EXCERPTED RECORDS —
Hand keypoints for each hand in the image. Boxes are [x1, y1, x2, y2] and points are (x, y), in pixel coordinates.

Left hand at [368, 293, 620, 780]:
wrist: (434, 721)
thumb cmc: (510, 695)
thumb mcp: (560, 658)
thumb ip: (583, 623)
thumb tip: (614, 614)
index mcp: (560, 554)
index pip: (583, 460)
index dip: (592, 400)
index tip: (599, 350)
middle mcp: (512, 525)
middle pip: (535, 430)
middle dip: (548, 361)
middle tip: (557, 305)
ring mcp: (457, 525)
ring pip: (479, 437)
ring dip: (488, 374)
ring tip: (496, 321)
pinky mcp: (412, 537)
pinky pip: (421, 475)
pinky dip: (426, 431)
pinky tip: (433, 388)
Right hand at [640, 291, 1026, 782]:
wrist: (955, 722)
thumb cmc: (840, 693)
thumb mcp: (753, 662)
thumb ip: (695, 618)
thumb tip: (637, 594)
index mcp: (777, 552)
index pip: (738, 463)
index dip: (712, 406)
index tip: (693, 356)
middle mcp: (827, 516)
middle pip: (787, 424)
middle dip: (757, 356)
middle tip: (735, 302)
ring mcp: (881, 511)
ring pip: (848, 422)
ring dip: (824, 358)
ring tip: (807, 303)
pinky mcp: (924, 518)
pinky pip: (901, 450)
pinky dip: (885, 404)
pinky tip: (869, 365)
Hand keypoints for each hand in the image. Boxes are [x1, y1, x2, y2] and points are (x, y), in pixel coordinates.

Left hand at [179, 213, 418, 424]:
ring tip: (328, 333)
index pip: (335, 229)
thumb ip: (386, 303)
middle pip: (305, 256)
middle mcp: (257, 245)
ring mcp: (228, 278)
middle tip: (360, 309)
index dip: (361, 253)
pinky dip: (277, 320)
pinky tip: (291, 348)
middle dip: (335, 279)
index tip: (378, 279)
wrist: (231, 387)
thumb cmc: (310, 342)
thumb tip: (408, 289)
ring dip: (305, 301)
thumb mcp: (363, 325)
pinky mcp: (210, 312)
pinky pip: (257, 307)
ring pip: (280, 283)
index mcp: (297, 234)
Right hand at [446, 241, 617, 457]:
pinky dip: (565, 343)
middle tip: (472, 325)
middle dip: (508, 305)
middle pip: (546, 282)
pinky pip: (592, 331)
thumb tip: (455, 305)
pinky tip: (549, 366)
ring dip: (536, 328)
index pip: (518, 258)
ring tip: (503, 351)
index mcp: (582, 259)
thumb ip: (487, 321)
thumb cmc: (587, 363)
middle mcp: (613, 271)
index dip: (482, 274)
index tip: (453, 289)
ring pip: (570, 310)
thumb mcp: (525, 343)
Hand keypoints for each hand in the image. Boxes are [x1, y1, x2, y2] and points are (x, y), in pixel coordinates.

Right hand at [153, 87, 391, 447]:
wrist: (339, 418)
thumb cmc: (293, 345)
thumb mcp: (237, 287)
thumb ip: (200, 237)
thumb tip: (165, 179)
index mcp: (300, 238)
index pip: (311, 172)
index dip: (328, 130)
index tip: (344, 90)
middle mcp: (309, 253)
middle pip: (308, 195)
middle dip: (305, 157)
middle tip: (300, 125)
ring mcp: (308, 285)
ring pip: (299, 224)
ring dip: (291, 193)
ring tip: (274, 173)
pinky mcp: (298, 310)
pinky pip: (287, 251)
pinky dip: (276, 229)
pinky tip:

TASK PROMPT — Look above for the line holding "pinky dip: (277, 320)" and the line holding "ring pip: (280, 283)". Retype both, and every line between them, word for word and nothing else.

SOLUTION —
pinky dip: (277, 320)
pinky tip: (291, 348)
middle dip: (335, 279)
index tip: (378, 279)
wrist: (231, 387)
thumb cmc: (310, 342)
thumb tip: (408, 289)
ring dip: (305, 301)
thumb mcp: (363, 325)
pinky mcp: (210, 312)
pinky pip: (257, 307)
ring pip: (280, 283)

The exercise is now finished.